Stored items:
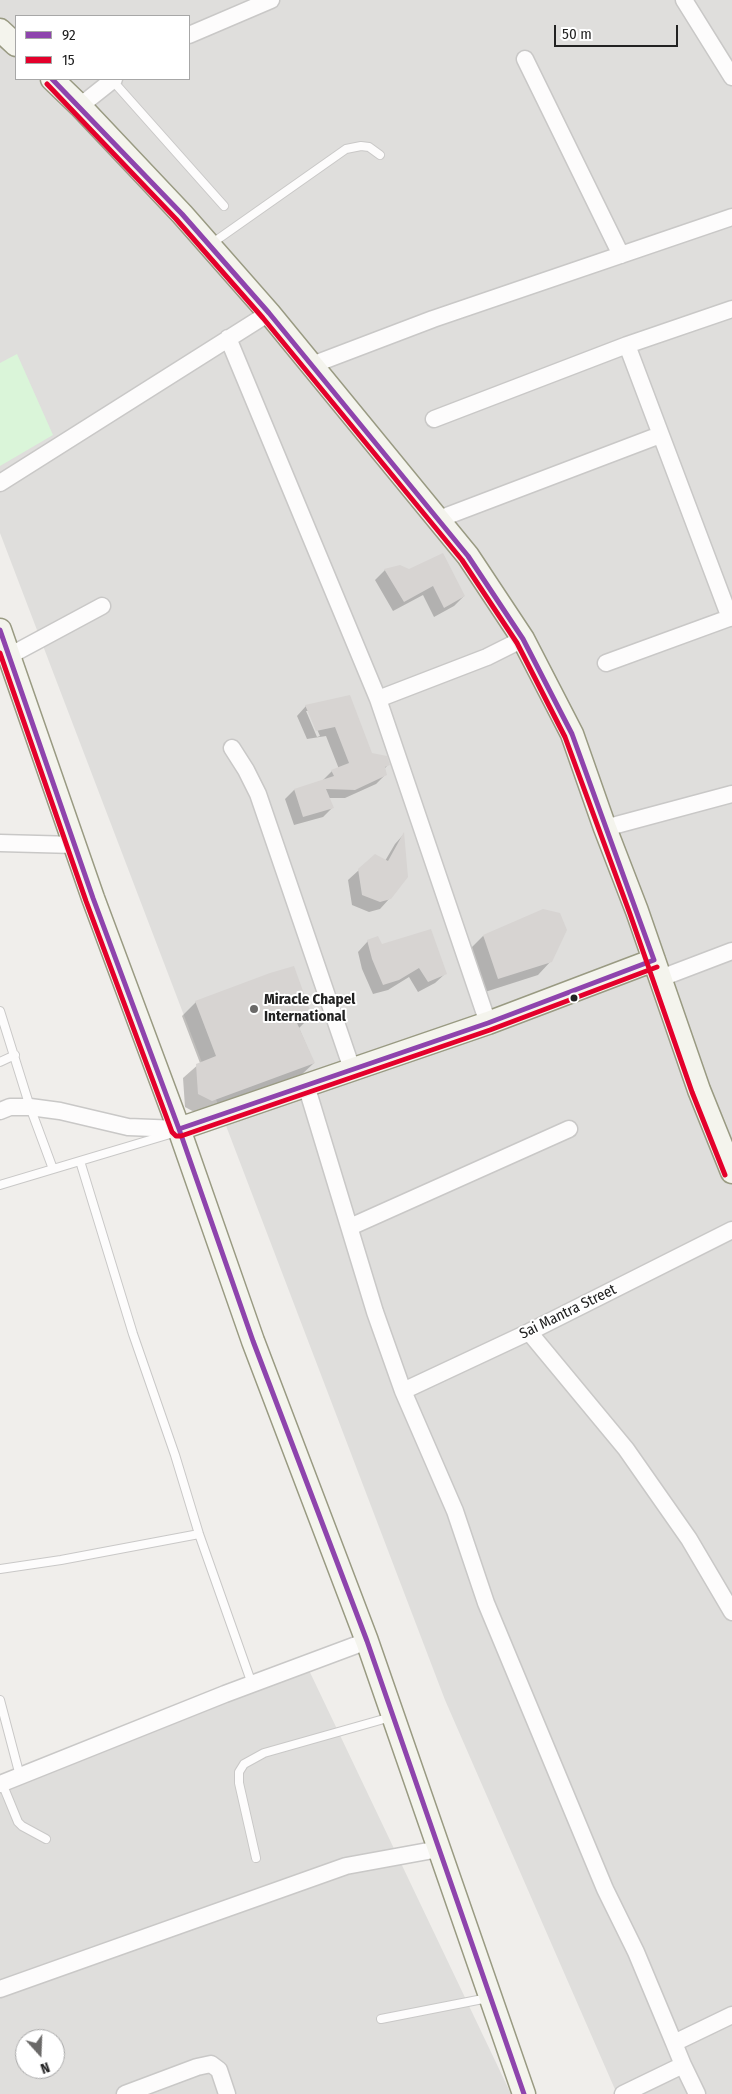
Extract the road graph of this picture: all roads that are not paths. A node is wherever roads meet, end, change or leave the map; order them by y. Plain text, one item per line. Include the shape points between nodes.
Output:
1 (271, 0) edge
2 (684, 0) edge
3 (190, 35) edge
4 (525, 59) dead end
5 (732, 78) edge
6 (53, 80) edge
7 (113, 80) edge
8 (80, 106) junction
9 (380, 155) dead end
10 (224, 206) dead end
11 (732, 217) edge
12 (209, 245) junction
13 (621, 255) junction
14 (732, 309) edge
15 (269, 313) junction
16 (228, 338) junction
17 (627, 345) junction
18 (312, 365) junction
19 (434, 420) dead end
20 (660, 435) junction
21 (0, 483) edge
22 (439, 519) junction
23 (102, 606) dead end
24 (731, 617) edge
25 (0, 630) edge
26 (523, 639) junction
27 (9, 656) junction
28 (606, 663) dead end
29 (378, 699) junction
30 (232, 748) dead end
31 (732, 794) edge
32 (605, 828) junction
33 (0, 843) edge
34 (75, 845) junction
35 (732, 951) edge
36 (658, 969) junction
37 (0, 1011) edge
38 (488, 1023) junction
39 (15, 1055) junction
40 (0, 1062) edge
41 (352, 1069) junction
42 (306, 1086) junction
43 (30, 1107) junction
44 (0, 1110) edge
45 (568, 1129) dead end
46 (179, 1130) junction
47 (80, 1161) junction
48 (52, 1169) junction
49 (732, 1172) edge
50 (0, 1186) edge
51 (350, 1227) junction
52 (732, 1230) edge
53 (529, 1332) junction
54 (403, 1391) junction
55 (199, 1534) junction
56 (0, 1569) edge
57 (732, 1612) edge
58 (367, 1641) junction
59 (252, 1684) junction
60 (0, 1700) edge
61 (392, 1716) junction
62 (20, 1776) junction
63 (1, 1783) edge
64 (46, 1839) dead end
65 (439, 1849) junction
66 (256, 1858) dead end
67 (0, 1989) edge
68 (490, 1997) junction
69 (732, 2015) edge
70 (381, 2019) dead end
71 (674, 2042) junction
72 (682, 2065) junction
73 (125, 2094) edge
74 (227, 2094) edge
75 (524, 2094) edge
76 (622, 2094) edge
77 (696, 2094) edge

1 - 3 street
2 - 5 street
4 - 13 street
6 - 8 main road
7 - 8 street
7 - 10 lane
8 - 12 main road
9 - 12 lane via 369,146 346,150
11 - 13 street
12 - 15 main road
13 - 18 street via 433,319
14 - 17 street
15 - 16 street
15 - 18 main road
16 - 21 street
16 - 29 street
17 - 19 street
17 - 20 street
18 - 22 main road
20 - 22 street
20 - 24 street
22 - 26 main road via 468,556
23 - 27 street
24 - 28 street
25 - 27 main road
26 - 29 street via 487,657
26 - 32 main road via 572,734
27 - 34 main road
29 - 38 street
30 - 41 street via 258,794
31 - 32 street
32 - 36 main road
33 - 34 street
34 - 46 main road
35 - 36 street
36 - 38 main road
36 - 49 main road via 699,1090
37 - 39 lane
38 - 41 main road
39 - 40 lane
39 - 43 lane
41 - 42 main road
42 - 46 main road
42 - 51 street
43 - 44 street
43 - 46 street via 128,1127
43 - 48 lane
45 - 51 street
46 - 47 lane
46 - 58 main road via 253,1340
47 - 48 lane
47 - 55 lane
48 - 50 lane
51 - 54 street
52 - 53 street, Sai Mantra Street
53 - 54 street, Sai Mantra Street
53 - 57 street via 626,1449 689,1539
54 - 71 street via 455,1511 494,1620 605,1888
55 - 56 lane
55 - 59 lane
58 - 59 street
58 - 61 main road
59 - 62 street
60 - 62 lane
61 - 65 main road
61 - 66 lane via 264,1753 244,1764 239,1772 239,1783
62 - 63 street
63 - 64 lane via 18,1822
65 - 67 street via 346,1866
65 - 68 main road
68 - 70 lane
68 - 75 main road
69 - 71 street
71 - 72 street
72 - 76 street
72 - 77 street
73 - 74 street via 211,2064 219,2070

Problem: If a line in the records above has the word "Mantra", copy it out.

Solution for this exercise:
52 - 53 street, Sai Mantra Street
53 - 54 street, Sai Mantra Street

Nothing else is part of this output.